Posted on:2015-04-11Degree:Ph.DType:Dissertation
University:Vanderbilt UniversityCandidate:Qiu, FanFull Text:PDF
GTID:1478390020951241Subject:Computer Science
Abstract/Summary:
The ever-increasing adoption and usage of mobile devices have created explosive demand for wireless data services. In spite of the great efforts made to expand the capabilities of wireless infrastructures and mobile devices, performance issues caused by resource contention keep arising. This calls for optimized resource management solutions which not only efficiently utilize network and device resources, but consistently optimize the performance under various scenarios. The problem is highly challenging considering the inherent resource sharing feature of wireless medium and the unpredictable dynamics in wireless environments.;In this dissertation, we present a two-tier dynamic-oriented resource management solution for wireless mobile systems, which involves several novel techniques corresponding to different layers of the network architecture.;The first tier is a scheme designed to optimize network infrastructure of wireless networks. We study the cross-layer resource management problem which covers multiple layers from the transport layer to the medium access layer. We present two techniques that are operated on different time scales. One technique relies on Capacity Space Projection to form a virtual capacity space, which contains both the slow time scale and the fast time scale capacity signals. Then the cross-layer resource allocation becomes an optimization problem over the virtual capacity space. Using the other technique, we can investigate the risk imposed by unpredictable fast-time scale and perform risk-benefit analysis by introducing a penalty function into the optimization framework.;The second tier is an application layer management scheme applied to the ecosystem consisting of mobile terminals and remote computational resources. This scheme aims to improve user experience by minimizing the energy consumption during a task execution.
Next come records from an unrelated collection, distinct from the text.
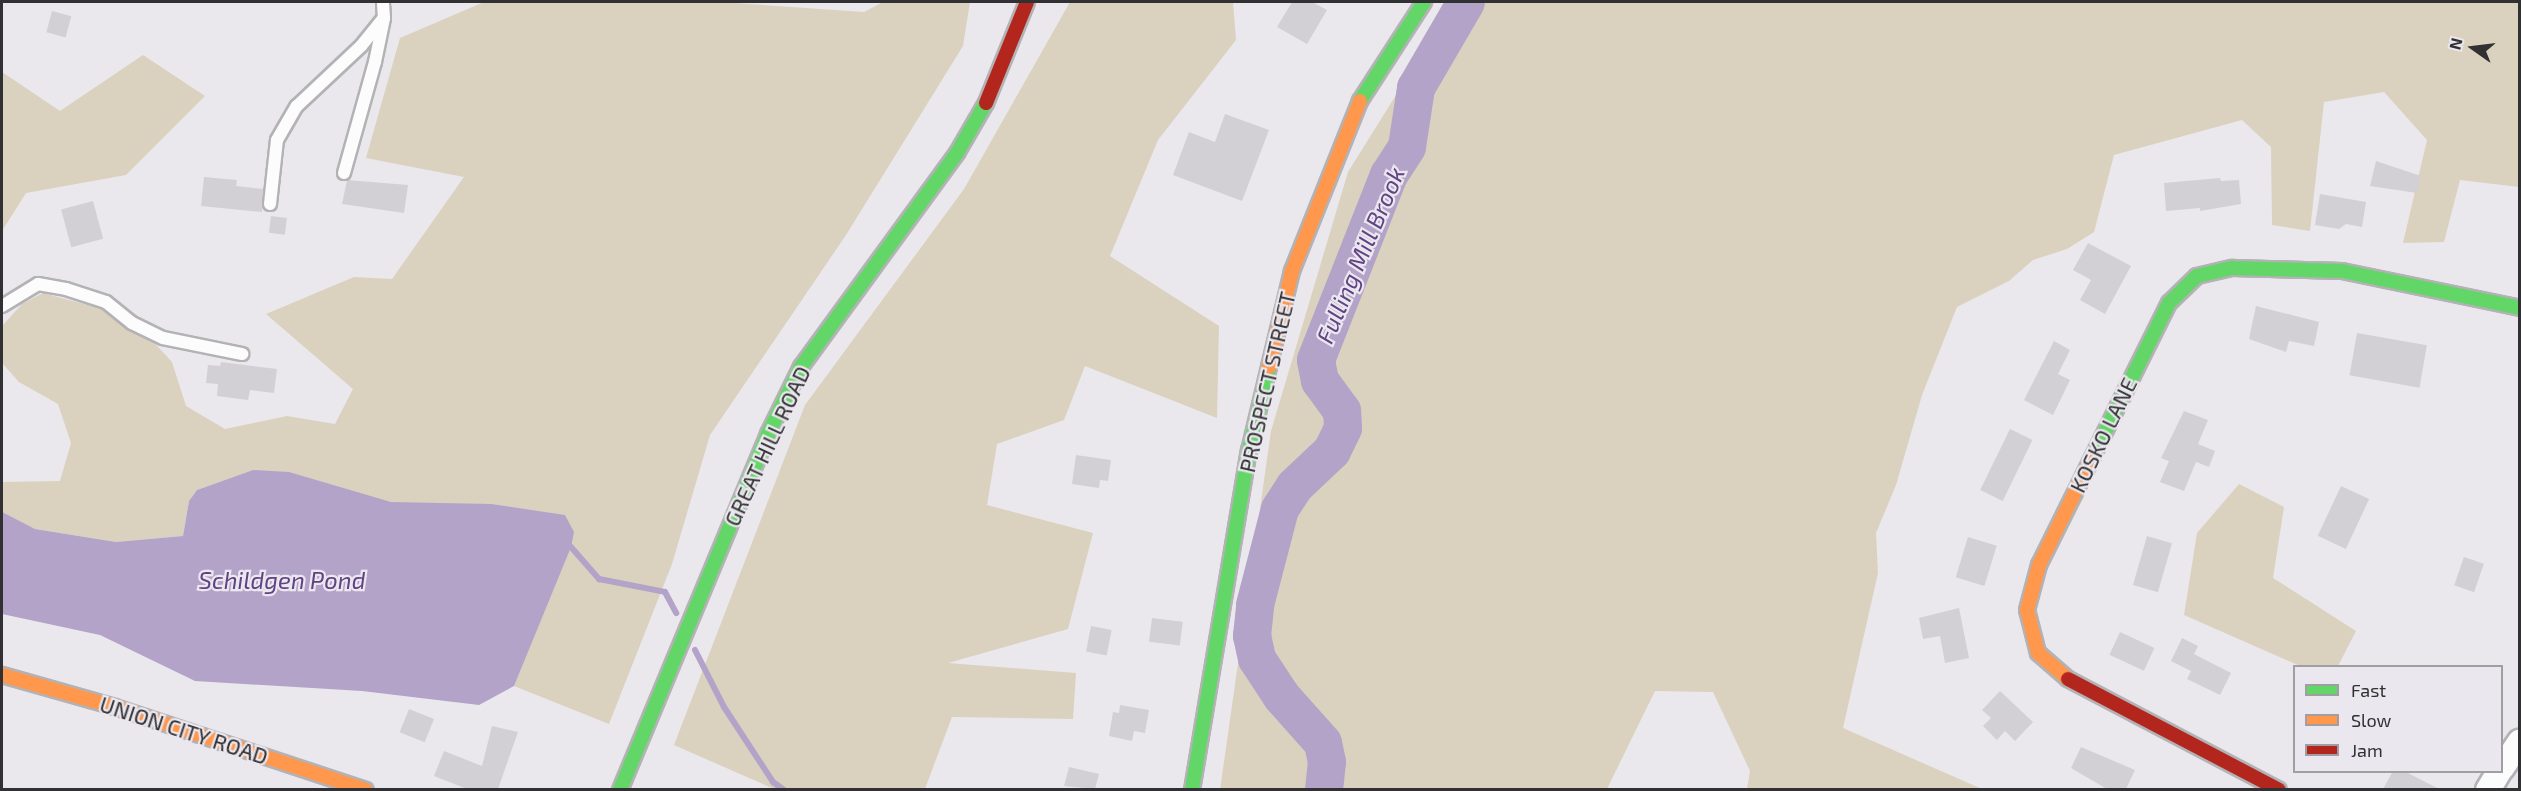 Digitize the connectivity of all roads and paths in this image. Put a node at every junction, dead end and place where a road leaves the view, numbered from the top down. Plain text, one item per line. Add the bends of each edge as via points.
1 (383, 2) edge
2 (1027, 2) edge
3 (1424, 2) edge
4 (384, 18) junction
5 (344, 173) dead end
6 (270, 204) dead end
7 (2, 306) edge
8 (2520, 308) edge
9 (243, 354) dead end
10 (2, 675) edge
11 (641, 739) junction
12 (2520, 741) edge
13 (2503, 766) edge
14 (611, 772) dead end
15 (2498, 773) edge
16 (366, 789) edge
17 (620, 789) edge
18 (638, 789) edge
19 (1192, 789) edge
20 (2279, 789) edge
21 (2488, 789) edge

1 - 4 lane
2 - 11 street, GREAT HILL ROAD via 991,95 957,153 801,367 768,434
3 - 19 street, PROSPECT STREET via 1362,95 1292,271 1249,451
4 - 5 lane
4 - 6 lane via 361,46 297,106 277,140
7 - 9 lane via 38,284 66,289 106,302 132,323 163,338
8 - 20 street, KOSKO LANE via 2342,272 2233,268 2197,276 2169,303 2039,565 2027,610 2038,653 2060,675
10 - 16 street, UNION CITY ROAD via 115,707
11 - 14 street
11 - 17 street, GREAT HILL ROAD
11 - 18 street
12 - 13 street
15 - 21 street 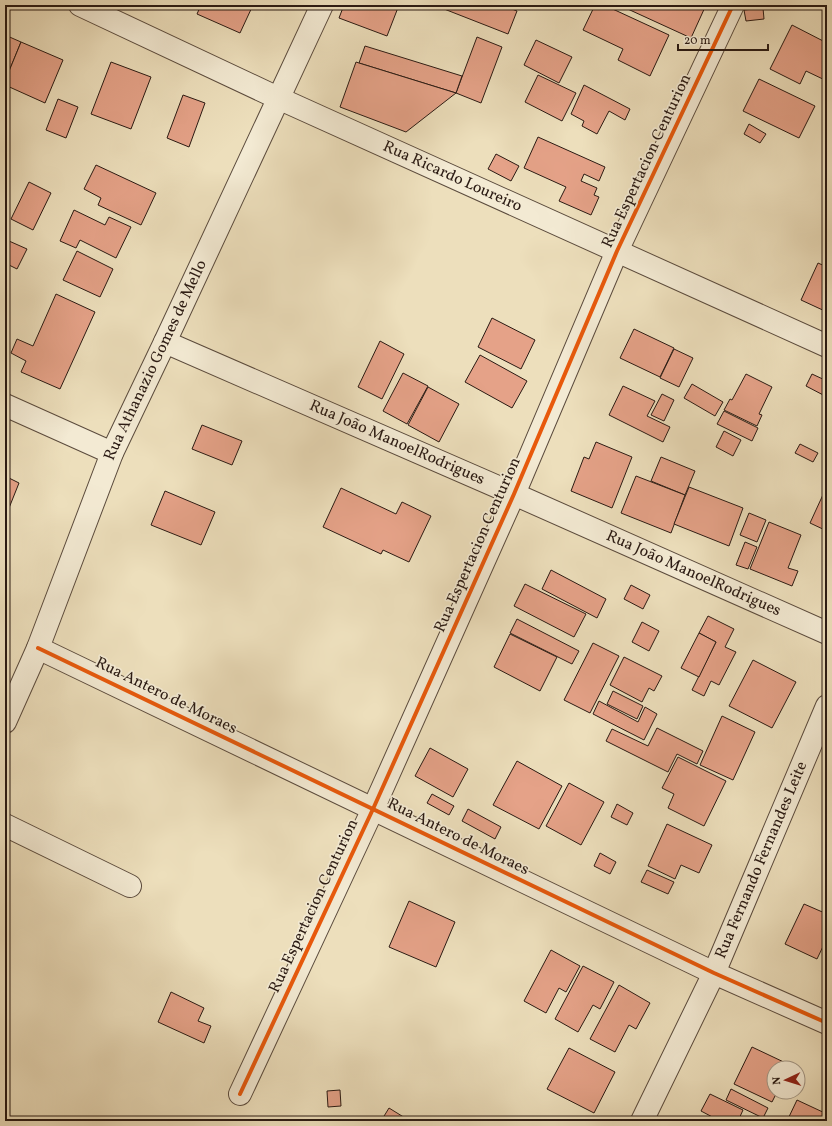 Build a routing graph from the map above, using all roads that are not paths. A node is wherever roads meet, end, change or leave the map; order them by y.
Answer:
1 (80, 5) edge
2 (322, 5) edge
3 (733, 5) edge
4 (278, 98) junction
5 (618, 251) junction
6 (165, 342) junction
7 (827, 346) edge
8 (5, 405) edge
9 (112, 453) junction
10 (514, 494) junction
11 (827, 633) edge
12 (38, 648) junction
13 (827, 706) edge
14 (5, 722) edge
15 (373, 809) junction
16 (5, 825) edge
17 (130, 886) dead end
18 (714, 973) junction
19 (827, 1023) edge
20 (240, 1094) dead end
21 (642, 1121) edge

1 - 4 street, Rua Ricardo Loureiro
2 - 4 street, Rua Athanazio Gomes de Mello
3 - 5 street, Rua Espertacion Centurion
4 - 5 street, Rua Ricardo Loureiro
4 - 6 street, Rua Athanazio Gomes de Mello
5 - 7 street, Rua Ricardo Loureiro
5 - 10 street, Rua Espertacion Centurion
6 - 9 street, Rua Athanazio Gomes de Mello
6 - 10 street, Rua João ManoelRodrigues
8 - 9 street
9 - 12 street, Rua Athanazio Gomes de Mello
10 - 11 street, Rua João ManoelRodrigues
10 - 15 street, Rua Espertacion Centurion
12 - 14 street, Rua Athanazio Gomes de Mello
12 - 15 street, Rua Antero de Moraes
13 - 18 street, Rua Fernando Fernandes Leite
15 - 18 street, Rua Antero de Moraes
15 - 20 street, Rua Espertacion Centurion
16 - 17 street
18 - 19 street, Rua Antero de Moraes
18 - 21 street, Rua Fernando Fernandes Leite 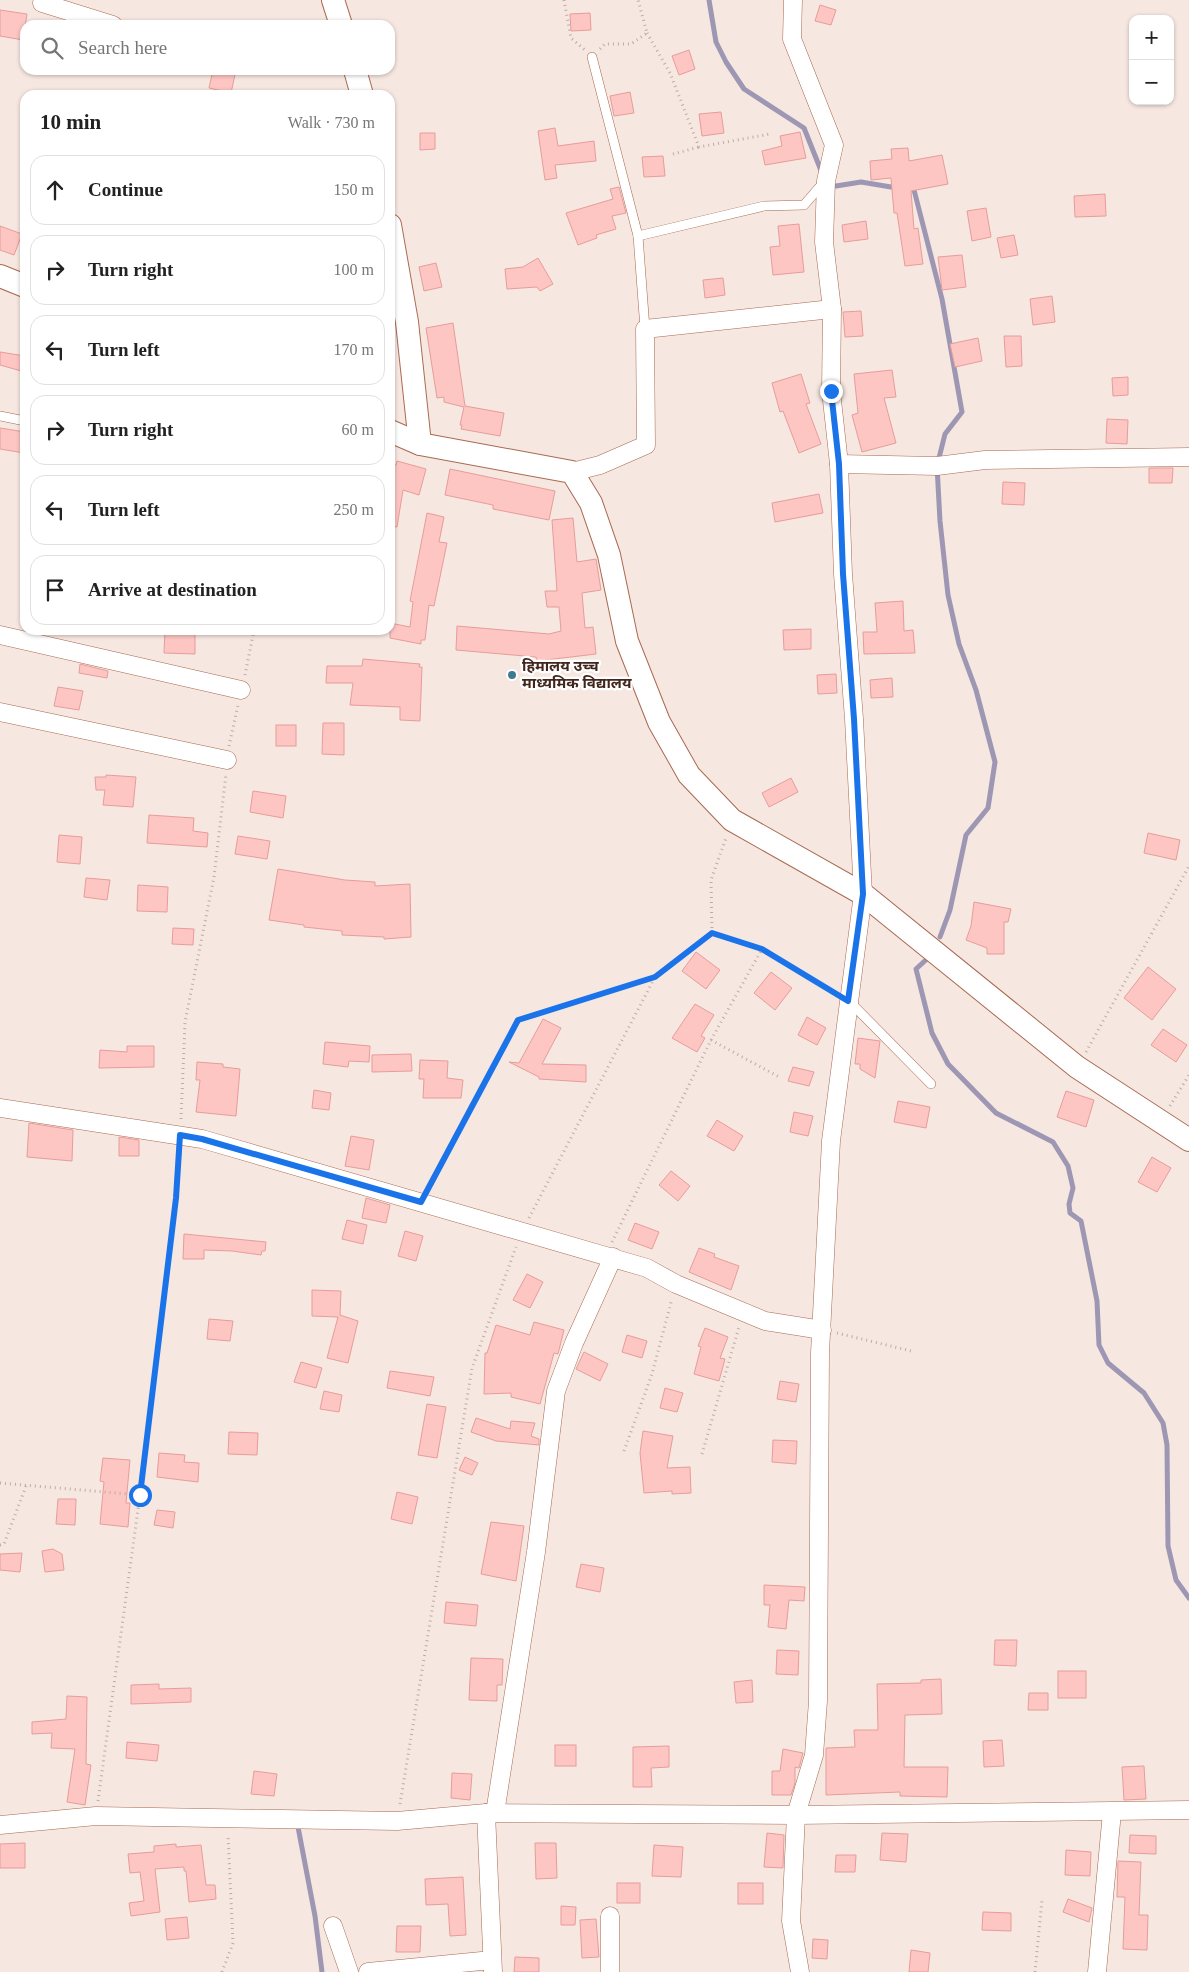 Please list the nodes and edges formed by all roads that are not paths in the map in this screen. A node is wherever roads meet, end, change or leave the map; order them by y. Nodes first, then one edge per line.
1 (333, 0) edge
2 (793, 0) edge
3 (42, 3) dead end
4 (97, 20) edge
5 (339, 20) edge
6 (592, 57) road end
7 (356, 75) edge
8 (361, 90) edge
9 (826, 181) junction
10 (638, 236) junction
11 (395, 252) edge
12 (0, 276) edge
13 (20, 284) edge
14 (832, 310) junction
15 (645, 328) junction
16 (0, 416) edge
17 (20, 420) edge
18 (395, 433) edge
19 (420, 444) junction
20 (1189, 457) edge
21 (839, 464) junction
22 (572, 472) junction
23 (0, 635) edge
24 (241, 690) road end
25 (0, 712) edge
26 (227, 760) road end
27 (863, 894) junction
28 (848, 1001) junction
29 (931, 1084) dead end
30 (0, 1108) edge
31 (1189, 1140) edge
32 (609, 1256) junction
33 (822, 1330) junction
34 (1189, 1810) edge
35 (1112, 1812) junction
36 (491, 1813) junction
37 (796, 1815) junction
38 (0, 1825) edge
39 (610, 1916) dead end
40 (333, 1926) dead end
41 (492, 1966) edge
42 (349, 1972) edge
43 (368, 1972) edge
44 (610, 1972) edge
45 (800, 1972) edge
46 (1097, 1972) edge

1 - 5 street
2 - 9 street
3 - 4 street
6 - 10 lane
7 - 8 street
9 - 10 lane
9 - 14 street
10 - 15 lane
11 - 19 street
12 - 13 street
14 - 15 street
14 - 21 street
15 - 22 street
16 - 17 lane
18 - 19 street
19 - 22 street
20 - 21 street
21 - 27 street
22 - 27 street
23 - 24 street
25 - 26 street
27 - 28 street
27 - 31 street
28 - 29 lane
28 - 33 street
30 - 32 street
32 - 33 street
32 - 36 street
33 - 37 street
34 - 35 street
35 - 37 street
35 - 46 street
36 - 37 street
36 - 38 street
36 - 41 street
37 - 45 street
39 - 44 street
40 - 42 street
41 - 43 street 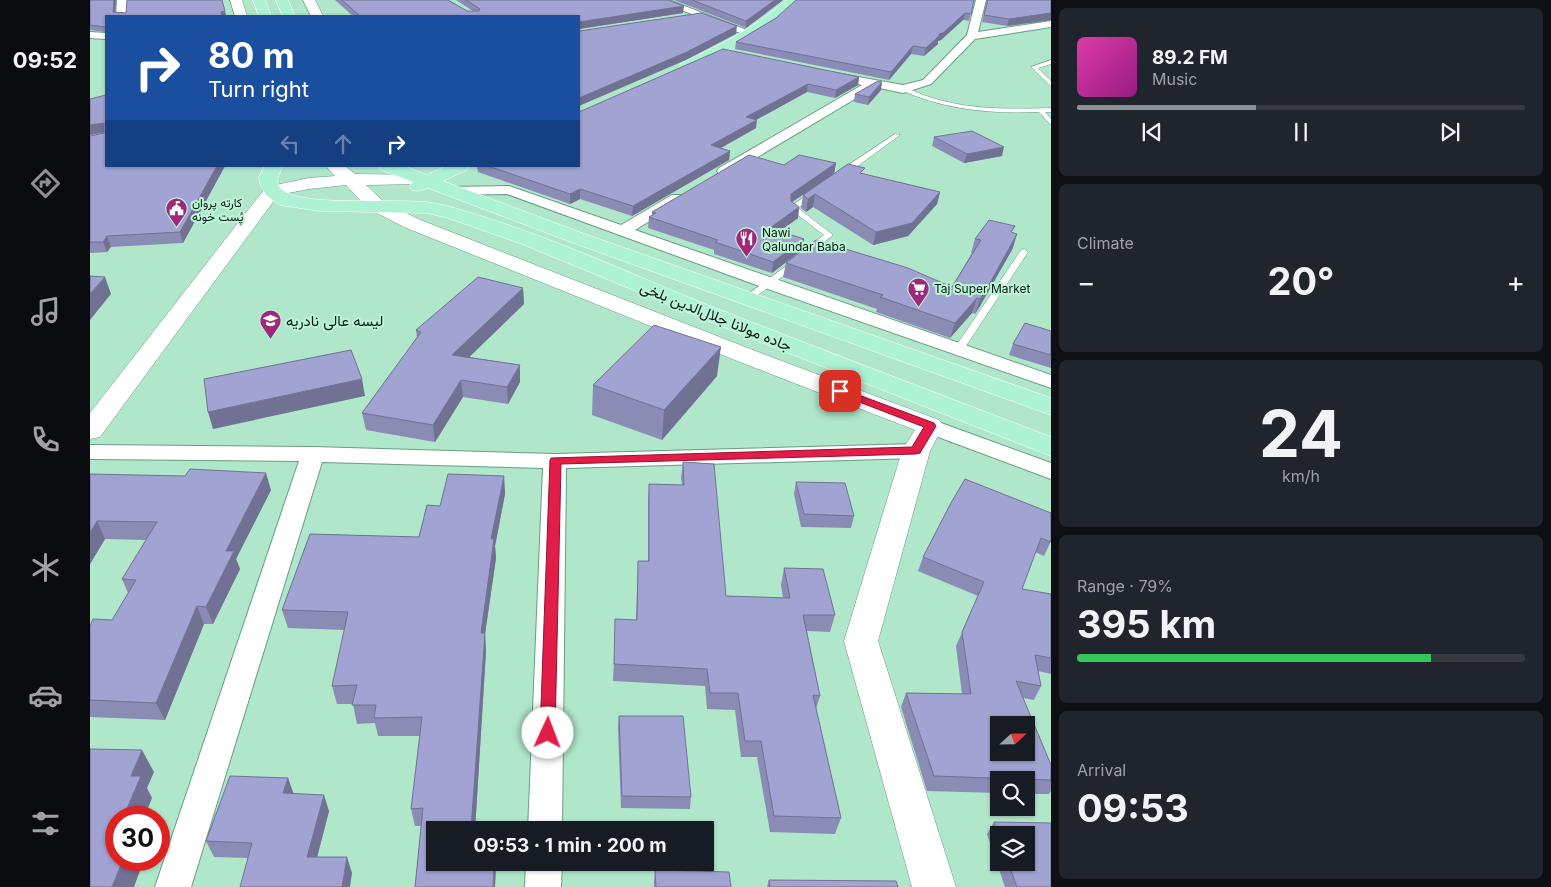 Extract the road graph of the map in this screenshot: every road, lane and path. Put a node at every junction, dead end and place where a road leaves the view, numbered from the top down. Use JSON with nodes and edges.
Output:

This is achieved by a mobile application offload system that intelligently migrates the computation-intensive tasks from a mobile application to the back-end server. We present energy profiling models and a runtime decision solver to enable cost-effective offloading in dynamic environments.;The two tiers employ distinct resource management strategies, however, they are closely related in the layered architecture of mobile wireless systems.